*** Opening Supplied data ***
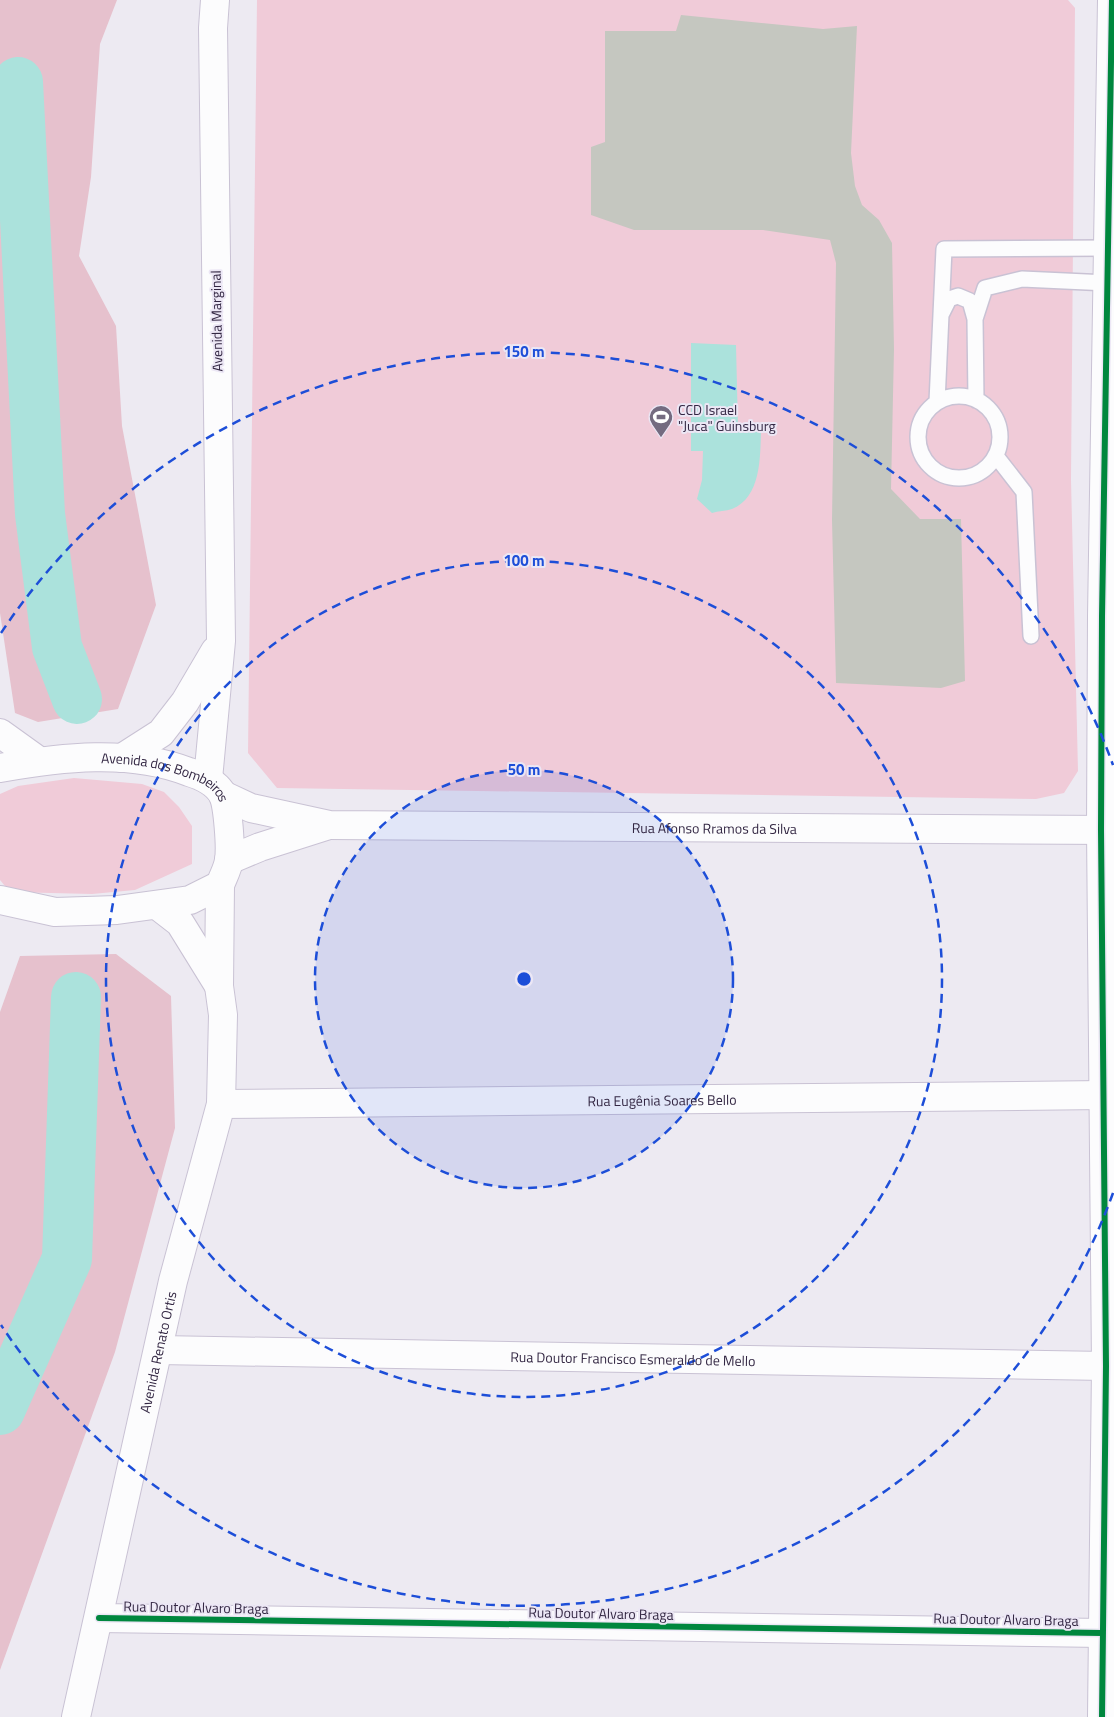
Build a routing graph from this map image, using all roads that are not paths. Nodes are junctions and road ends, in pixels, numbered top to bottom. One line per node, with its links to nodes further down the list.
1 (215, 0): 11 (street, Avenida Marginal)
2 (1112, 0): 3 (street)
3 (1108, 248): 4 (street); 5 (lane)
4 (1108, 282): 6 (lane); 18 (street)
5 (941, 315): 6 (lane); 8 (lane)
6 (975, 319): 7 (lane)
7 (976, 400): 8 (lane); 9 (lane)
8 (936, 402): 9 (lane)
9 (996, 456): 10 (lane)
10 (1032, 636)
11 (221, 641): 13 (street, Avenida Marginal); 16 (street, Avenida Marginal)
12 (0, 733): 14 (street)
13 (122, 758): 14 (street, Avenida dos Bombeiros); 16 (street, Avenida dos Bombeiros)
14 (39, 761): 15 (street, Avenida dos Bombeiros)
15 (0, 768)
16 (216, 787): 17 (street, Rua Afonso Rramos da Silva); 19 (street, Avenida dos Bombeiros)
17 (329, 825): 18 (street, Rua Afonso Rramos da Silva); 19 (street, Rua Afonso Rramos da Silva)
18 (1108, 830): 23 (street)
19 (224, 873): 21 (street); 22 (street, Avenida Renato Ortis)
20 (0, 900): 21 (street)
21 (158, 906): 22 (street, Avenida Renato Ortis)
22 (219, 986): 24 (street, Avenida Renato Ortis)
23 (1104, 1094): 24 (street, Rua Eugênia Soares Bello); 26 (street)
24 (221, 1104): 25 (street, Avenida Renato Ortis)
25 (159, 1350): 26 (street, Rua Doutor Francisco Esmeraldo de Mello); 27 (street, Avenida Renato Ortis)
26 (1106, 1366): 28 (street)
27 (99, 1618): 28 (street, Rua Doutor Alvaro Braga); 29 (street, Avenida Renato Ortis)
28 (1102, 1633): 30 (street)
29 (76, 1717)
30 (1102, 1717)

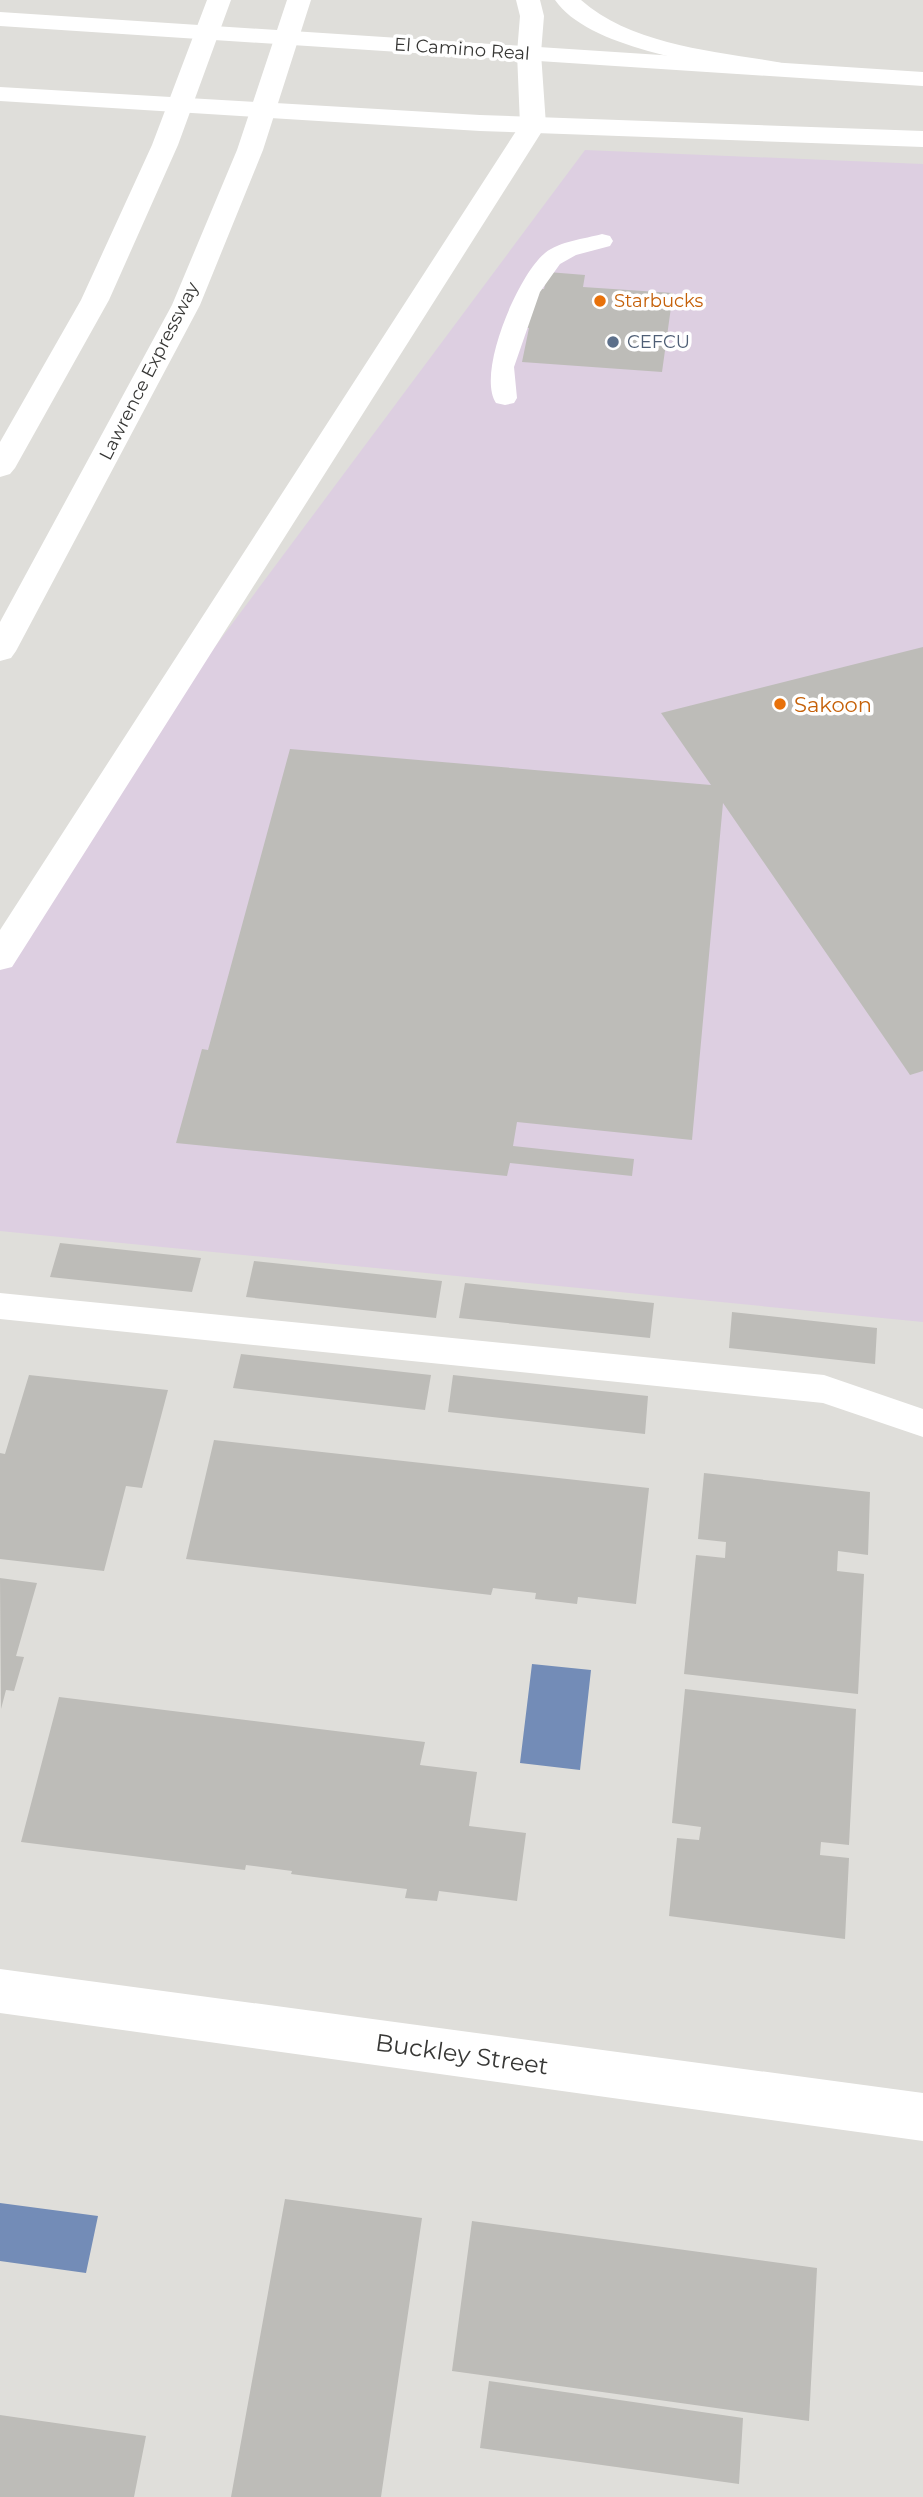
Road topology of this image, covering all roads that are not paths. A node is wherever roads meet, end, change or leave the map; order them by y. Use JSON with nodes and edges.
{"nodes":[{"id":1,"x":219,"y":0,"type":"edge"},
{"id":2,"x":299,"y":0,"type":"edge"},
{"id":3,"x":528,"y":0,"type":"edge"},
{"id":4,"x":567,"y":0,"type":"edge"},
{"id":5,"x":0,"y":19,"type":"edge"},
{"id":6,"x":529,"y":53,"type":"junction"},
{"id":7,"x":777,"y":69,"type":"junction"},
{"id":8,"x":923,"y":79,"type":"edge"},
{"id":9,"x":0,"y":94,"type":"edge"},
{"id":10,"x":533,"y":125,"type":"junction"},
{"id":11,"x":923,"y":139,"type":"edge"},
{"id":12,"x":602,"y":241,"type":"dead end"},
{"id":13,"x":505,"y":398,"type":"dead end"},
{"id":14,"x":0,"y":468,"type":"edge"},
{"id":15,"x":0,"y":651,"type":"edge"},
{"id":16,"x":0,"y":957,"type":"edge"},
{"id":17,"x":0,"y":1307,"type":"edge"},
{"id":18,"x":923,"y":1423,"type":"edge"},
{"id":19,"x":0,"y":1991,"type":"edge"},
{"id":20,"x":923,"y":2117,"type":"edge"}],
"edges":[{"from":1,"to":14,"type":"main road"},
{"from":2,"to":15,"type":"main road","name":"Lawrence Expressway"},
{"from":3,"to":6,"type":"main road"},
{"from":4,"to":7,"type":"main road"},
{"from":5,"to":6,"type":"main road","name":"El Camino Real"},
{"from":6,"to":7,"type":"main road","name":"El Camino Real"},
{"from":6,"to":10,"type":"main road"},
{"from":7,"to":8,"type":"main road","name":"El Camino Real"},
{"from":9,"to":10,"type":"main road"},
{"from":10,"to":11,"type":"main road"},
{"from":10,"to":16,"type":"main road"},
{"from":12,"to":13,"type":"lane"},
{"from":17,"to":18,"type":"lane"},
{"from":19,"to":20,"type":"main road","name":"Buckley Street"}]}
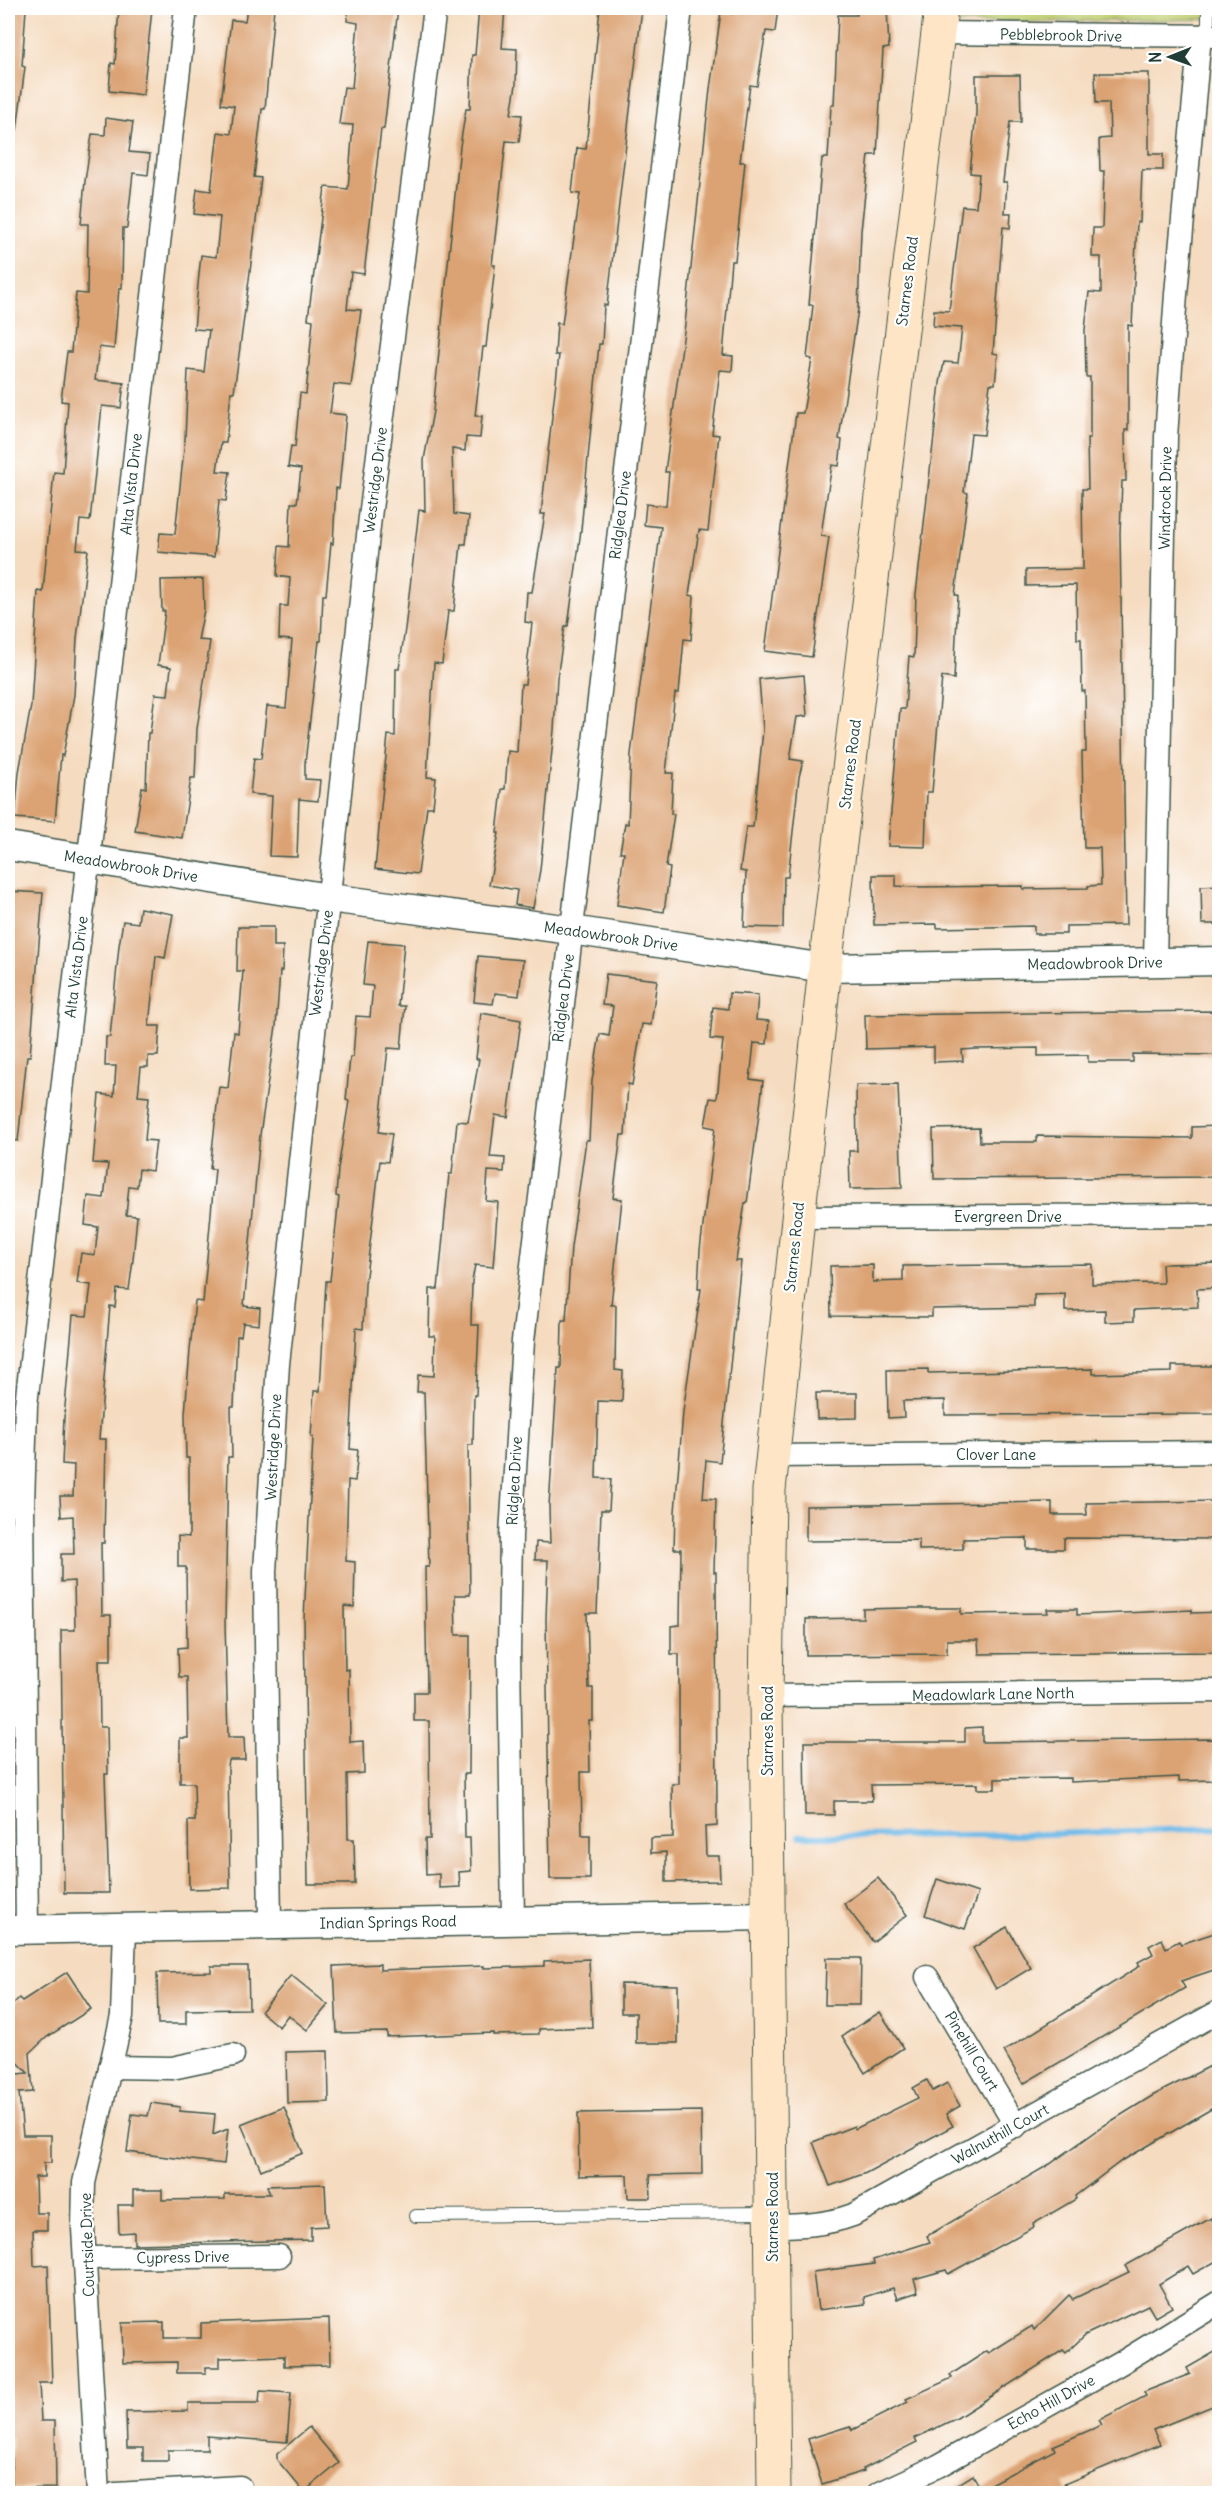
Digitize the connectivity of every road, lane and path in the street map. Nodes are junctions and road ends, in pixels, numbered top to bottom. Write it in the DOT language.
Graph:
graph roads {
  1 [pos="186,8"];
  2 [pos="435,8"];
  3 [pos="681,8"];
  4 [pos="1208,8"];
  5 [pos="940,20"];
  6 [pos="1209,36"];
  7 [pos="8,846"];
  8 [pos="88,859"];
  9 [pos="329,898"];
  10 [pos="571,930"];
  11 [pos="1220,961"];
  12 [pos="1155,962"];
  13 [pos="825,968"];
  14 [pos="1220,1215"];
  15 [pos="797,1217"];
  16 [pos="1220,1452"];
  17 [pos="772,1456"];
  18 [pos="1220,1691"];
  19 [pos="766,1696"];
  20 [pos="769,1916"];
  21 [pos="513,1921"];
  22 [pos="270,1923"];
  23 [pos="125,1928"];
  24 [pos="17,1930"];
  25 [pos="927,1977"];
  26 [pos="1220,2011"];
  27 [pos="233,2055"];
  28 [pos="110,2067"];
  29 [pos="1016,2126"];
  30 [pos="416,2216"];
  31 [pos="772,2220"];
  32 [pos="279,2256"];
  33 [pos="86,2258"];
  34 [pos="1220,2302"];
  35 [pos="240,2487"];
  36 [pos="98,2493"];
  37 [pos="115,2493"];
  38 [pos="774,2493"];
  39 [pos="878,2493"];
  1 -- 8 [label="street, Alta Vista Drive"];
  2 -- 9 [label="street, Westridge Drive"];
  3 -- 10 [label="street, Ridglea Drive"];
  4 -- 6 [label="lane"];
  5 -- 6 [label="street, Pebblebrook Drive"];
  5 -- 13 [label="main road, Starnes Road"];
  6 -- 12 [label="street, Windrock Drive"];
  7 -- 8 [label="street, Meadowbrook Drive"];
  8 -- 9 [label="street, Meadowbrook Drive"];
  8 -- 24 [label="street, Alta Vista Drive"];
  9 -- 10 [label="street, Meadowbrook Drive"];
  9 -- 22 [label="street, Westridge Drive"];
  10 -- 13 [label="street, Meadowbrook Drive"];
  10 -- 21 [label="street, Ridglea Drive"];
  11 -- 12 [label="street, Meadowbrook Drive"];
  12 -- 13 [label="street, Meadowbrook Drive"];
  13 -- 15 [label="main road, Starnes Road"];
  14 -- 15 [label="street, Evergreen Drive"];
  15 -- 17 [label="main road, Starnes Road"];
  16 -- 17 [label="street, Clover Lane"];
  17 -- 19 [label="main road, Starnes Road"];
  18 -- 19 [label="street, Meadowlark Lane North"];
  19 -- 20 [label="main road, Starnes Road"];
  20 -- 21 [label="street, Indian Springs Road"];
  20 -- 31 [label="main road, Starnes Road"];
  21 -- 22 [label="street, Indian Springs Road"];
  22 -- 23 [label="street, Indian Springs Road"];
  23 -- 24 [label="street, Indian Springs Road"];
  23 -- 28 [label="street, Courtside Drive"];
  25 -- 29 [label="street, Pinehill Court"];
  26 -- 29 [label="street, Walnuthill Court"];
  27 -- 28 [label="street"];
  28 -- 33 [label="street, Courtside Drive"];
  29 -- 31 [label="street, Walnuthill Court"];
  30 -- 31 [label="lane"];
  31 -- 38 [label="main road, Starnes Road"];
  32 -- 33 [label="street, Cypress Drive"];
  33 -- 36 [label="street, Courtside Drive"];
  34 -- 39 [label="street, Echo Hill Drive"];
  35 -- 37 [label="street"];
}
*** Closing Supplied data ***
Look through the records above and please copy every line in which the string "Meadowbrook" occurs.

  7 -- 8 [label="street, Meadowbrook Drive"];
  8 -- 9 [label="street, Meadowbrook Drive"];
  9 -- 10 [label="street, Meadowbrook Drive"];
  10 -- 13 [label="street, Meadowbrook Drive"];
  11 -- 12 [label="street, Meadowbrook Drive"];
  12 -- 13 [label="street, Meadowbrook Drive"];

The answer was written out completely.